Vink and Kirsten found ample empirical evidence showing that deregulation of agricultural marketing, in which Derek Hanekom played such a central role, brought net welfare gains for commercial agriculture and therefore for the entire nation. Food prices declined, investment in agriculture increased, higher production per hectare was achieved, and farmers began producing higher value crops, with spectacular increases in the hectares planted to deciduous fruit such as plums and grapes. South African farmers are now considerably more efficient and are making their presence felt on world markets.

Without reference to the data, many people are calling for the reintroduction of control boards because of a single year in which there is a world shortage of wheat and maize combined with a dramatic decline in the value of the rand against the dollar. The proposals are ill considered. Economic theory tells us that higher prices will encourage increased production, which will drive prices down again. And we can already see that South African farmers are getting ready to sharply increase production in that tractor manufacturers have reported that this year’s tractor sales are 40% higher than the sales for the same period last year.

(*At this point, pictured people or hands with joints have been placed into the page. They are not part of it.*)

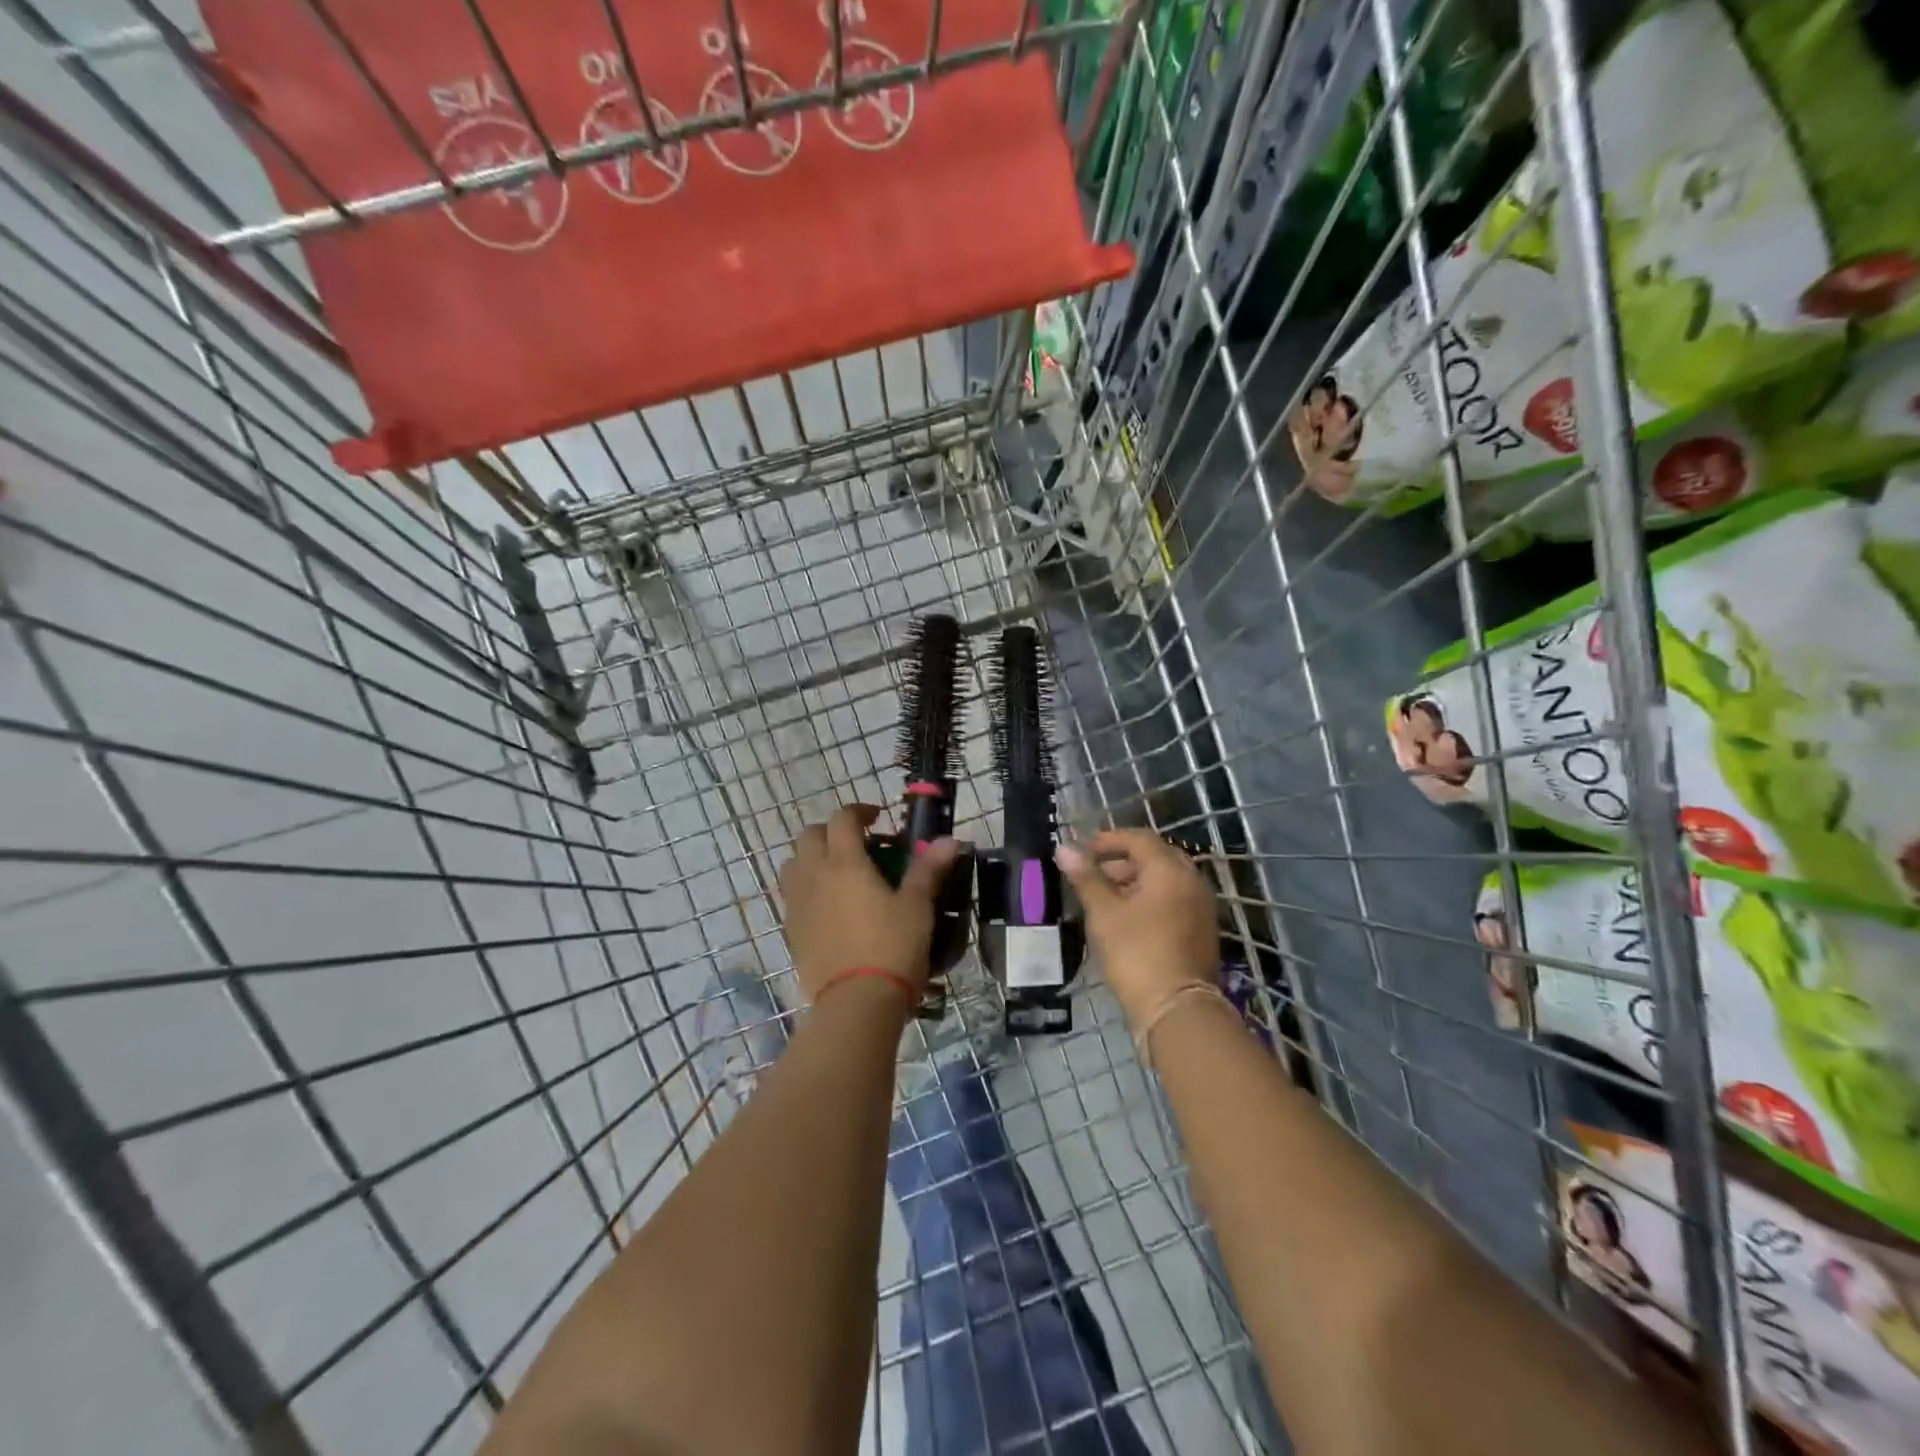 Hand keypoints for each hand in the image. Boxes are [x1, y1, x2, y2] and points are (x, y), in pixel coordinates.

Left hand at [778, 804, 958, 1003]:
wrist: (856, 1003)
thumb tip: (950, 840)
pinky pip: (792, 894)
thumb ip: (929, 869)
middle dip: (832, 831)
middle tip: (859, 844)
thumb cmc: (892, 948)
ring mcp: (797, 903)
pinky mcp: (791, 930)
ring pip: (794, 863)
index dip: (859, 811)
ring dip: (814, 857)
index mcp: (844, 862)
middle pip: (810, 835)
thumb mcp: (918, 906)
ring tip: (840, 872)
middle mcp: (814, 874)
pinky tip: (831, 906)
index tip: (878, 819)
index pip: (842, 818)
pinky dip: (808, 886)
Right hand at [1055, 829, 1217, 1028]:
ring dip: (1135, 881)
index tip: (1082, 852)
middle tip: (1093, 874)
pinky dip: (1150, 899)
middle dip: (1121, 861)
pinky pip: (1173, 900)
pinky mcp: (1202, 930)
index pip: (1139, 839)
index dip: (1108, 840)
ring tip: (1104, 898)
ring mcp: (1201, 906)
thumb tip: (1064, 848)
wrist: (1176, 1009)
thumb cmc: (1136, 952)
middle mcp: (1191, 881)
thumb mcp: (1104, 912)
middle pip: (1154, 857)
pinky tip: (1127, 918)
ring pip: (1164, 880)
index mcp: (1169, 870)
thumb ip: (1086, 877) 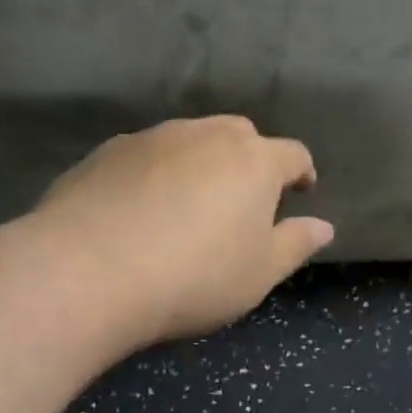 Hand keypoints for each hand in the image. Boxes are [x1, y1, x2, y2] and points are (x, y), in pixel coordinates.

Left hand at [34, 116, 334, 347]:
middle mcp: (204, 135)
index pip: (292, 154)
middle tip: (244, 198)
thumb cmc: (193, 277)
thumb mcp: (258, 274)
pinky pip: (146, 156)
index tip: (302, 190)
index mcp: (252, 161)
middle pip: (240, 135)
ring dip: (200, 162)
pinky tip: (141, 208)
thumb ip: (295, 245)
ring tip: (191, 201)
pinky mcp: (106, 152)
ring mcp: (151, 138)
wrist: (87, 272)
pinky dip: (156, 173)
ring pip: (189, 139)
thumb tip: (324, 226)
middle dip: (250, 160)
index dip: (302, 172) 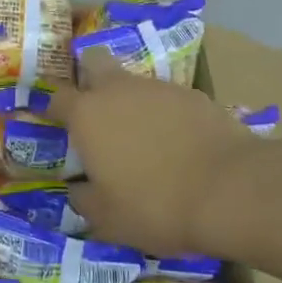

Seat-of-the-pants policy-making is most destructive and government should take care to gather all the relevant facts, and especially consider the economic consequences, before making policy changes. Derek Hanekom went through a long process of evaluating South Africa’s agriculture and land affairs, and gathering facts before deciding on policy and proposing legislation. The results were extremely beneficial to the nation.

Author: Eustace Davie is a Director of the Free Market Foundation. This article may be reprinted without prior consent but with acknowledgement. The patrons, council and members of the Foundation do not necessarily agree with the views expressed in the article.